> TRY IT
Copy every line from the records that holds the word "Place".

Saved entries:
--

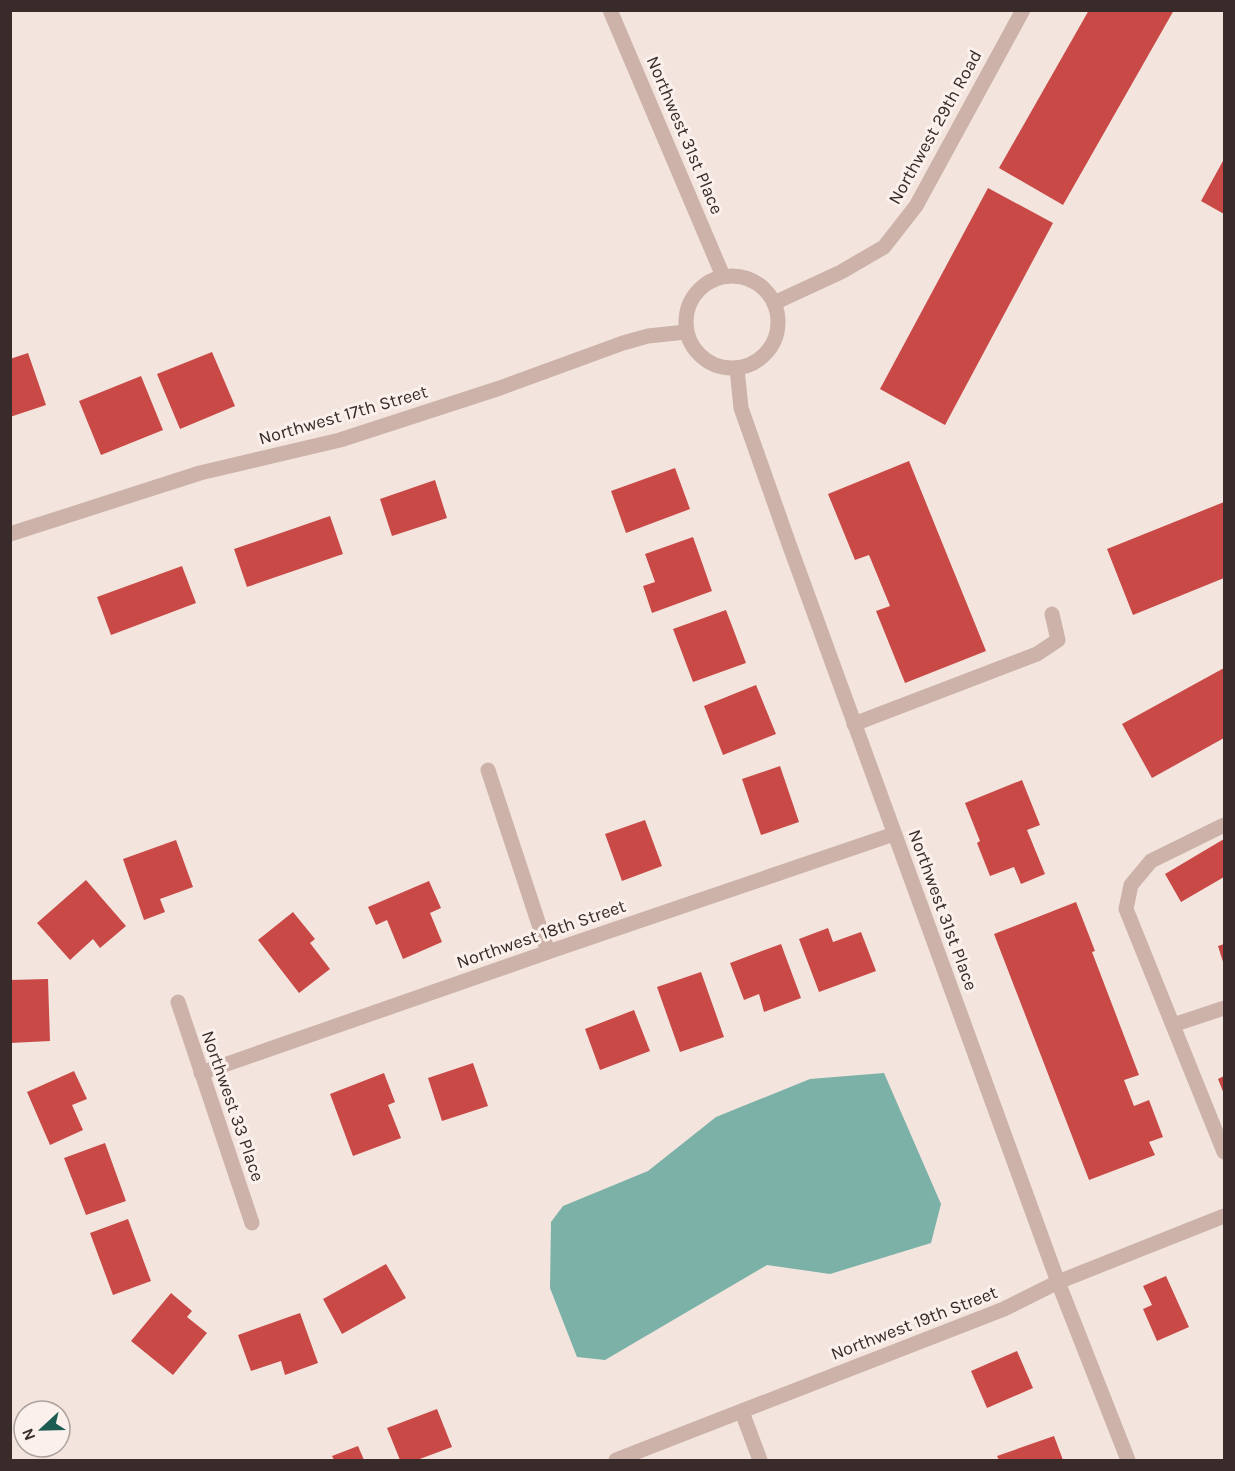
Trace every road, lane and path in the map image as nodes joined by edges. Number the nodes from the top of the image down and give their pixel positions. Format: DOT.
graph roads {
  1 [pos="610,10"];
  2 [pos="1023,10"];
  3 [pos="723,276"];
  4 [pos="774,303"];
  5 [pos="686,332"];
  6 [pos="737,369"];
  7 [pos="10,534"];
  8 [pos="1052,614"];
  9 [pos="854,724"];
  10 [pos="488,770"];
  11 [pos="1224,825"];
  12 [pos="894,834"];
  13 [pos="548,952"];
  14 [pos="178,1002"];
  15 [pos="1224,1008"];
  16 [pos="1173,1025"];
  17 [pos="201,1073"];
  18 [pos="1224,1152"];
  19 [pos="1224,1216"];
  20 [pos="252,1223"];
  21 [pos="1058,1281"];
  22 [pos="742,1412"];
  23 [pos="616,1461"];
  24 [pos="760,1461"];
  25 [pos="1128,1461"];
  1 -- 3 [label="street, Northwest 31st Place"];
  2 -- 4 [label="street, Northwest 29th Road"];
  3 -- 4 [label="street"];
  3 -- 5 [label="street"];
  4 -- 6 [label="street"];
  5 -- 6 [label="street"];
  5 -- 7 [label="street, Northwest 17th Street"];
  6 -- 9 [label="street, Northwest 31st Place"];
  8 -- 9 [label="street"];
  9 -- 12 [label="street, Northwest 31st Place"];
  10 -- 13 [label="street"];
  11 -- 16 [label="street"];
  12 -- 13 [label="street, Northwest 18th Street"];
  12 -- 21 [label="street, Northwest 31st Place"];
  13 -- 17 [label="street, Northwest 18th Street"];
  14 -- 17 [label="street, Northwest 33 Place"];
  15 -- 16 [label="street"];
  16 -- 18 [label="street"];
  17 -- 20 [label="street, Northwest 33 Place"];
  19 -- 21 [label="street, Northwest 19th Street"];
  21 -- 22 [label="street, Northwest 19th Street"];
  21 -- 25 [label="street, Northwest 31st Place"];
  22 -- 23 [label="street, Northwest 19th Street"];
  22 -- 24 [label="street"];
}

--

> ANSWER BOX
  1 -- 3 [label="street, Northwest 31st Place"];
  6 -- 9 [label="street, Northwest 31st Place"];
  9 -- 12 [label="street, Northwest 31st Place"];
  12 -- 21 [label="street, Northwest 31st Place"];
  14 -- 17 [label="street, Northwest 33 Place"];
  17 -- 20 [label="street, Northwest 33 Place"];
  21 -- 25 [label="street, Northwest 31st Place"];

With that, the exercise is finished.